Problem requirements: Go to the line holding "index mcp: (351, 187)" in the entries below and write out exactly every line down to and including the line holding "pinky pip: (529, 213)".
—————
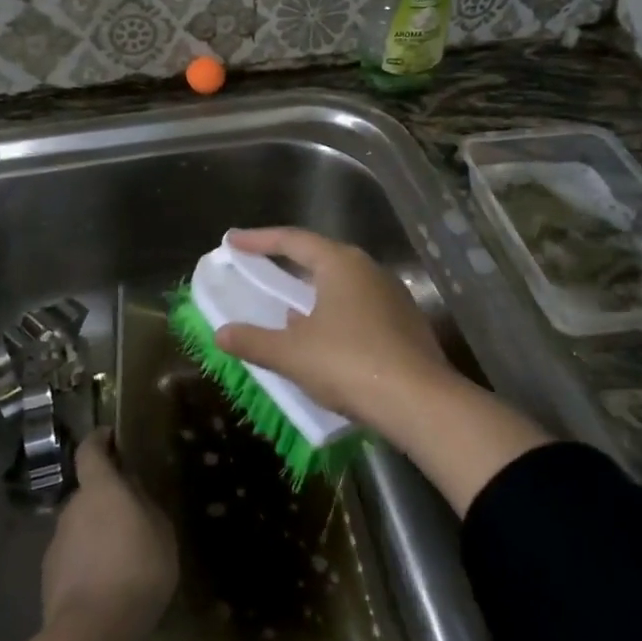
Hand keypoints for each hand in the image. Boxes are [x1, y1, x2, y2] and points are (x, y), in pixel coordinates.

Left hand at [41, 428, 176, 640]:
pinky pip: (73, 558)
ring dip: (97, 534)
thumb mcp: (161, 531)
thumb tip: (132, 491)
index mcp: (100, 489)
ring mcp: (56, 544)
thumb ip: (145, 505)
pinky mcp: (49, 577)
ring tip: (122, 557)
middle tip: (132, 515)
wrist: (92, 632)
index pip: (90, 451)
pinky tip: (106, 585)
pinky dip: (88, 562)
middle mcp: (72, 508)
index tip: (110, 436)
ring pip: (80, 528)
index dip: (99, 440)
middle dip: (106, 499)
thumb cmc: (137, 570)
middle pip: (88, 493)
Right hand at [213, 227, 456, 436]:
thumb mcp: (292, 354)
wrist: (419, 401)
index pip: (293, 240)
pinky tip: (324, 337)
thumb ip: (253, 341)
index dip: (259, 240)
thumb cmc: (349, 363)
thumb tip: (221, 334)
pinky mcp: (405, 323)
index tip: (232, 240)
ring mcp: (392, 295)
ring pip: (343, 284)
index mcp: (341, 264)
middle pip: (321, 257)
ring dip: (313, 292)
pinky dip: (334, 313)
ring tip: (288, 306)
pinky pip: (360, 307)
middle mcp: (369, 270)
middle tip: (261, 266)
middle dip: (289, 262)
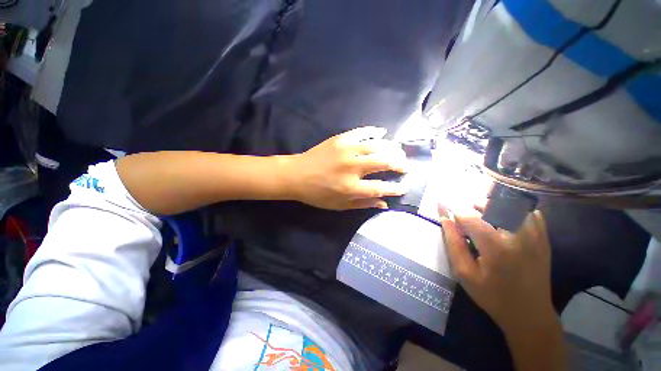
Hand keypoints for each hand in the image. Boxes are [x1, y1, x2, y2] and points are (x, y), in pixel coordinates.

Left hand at [286, 127, 408, 209]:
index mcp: (351, 187)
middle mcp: (352, 167)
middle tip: (405, 166)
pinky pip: (362, 132)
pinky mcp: (340, 139)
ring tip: (397, 151)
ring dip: (392, 148)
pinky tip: (382, 132)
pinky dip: (374, 131)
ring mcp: (346, 150)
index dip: (397, 188)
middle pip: (384, 162)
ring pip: (377, 145)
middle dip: (400, 163)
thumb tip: (384, 203)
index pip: (381, 187)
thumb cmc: (316, 194)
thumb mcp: (338, 205)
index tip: (405, 186)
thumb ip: (362, 204)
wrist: (296, 175)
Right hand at [439, 204, 554, 331]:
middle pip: (491, 204)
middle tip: (466, 220)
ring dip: (493, 207)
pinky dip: (514, 211)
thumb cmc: (491, 295)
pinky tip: (504, 222)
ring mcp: (535, 235)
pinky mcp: (543, 238)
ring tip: (483, 220)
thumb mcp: (464, 272)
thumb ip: (452, 241)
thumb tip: (444, 216)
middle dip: (473, 207)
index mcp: (495, 246)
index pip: (469, 216)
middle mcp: (518, 235)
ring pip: (510, 205)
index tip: (443, 206)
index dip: (453, 209)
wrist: (529, 313)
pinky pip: (529, 213)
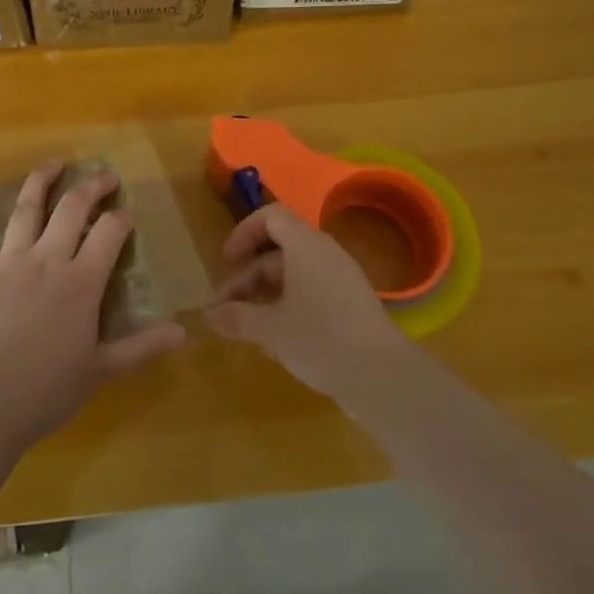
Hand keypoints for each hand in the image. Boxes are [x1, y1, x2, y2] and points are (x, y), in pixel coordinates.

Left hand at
—————
Problem solution:
index mcp: (351, 187)
middle mcp: (352, 167)
middle tip: (405, 166)
pinky pip: (362, 132)
pinky mcp: (340, 139)
ring tip: (397, 151)
ring dip: (392, 148)
pinky tip: (382, 132)
pinky dip: (374, 131)
ring mcp: (346, 150)
index dip: (397, 188)
middle pip: (384, 162)
ring pip: (377, 145)
middle dip: (400, 163)
thumb tip: (384, 203)
index pip: (381, 187)
thumb cmc: (316, 194)
thumb mcp: (338, 205)
index tip: (405, 186)
thumb ip: (362, 204)
wrist: (296, 175)
Right hand at [439, 204, 554, 331]:
middle pip: (491, 204)
middle tip: (466, 220)
ring dip: (493, 207)
pinky dip: (514, 211)
thumb cmc: (491, 295)
pinky tip: (504, 222)
ring mcp: (535, 235)
pinky mcp: (543, 238)
ring tip: (483, 220)
thumb mcp: (464, 272)
thumb ip: (452, 241)
thumb tip: (444, 216)
middle dip: (473, 207)
index mcp: (495, 246)
index pip: (469, 216)
middle mcp: (518, 235)
ring pip: (510, 205)
index tip: (443, 206)
index dip: (453, 209)
wrist: (529, 313)
pinky pip: (529, 213)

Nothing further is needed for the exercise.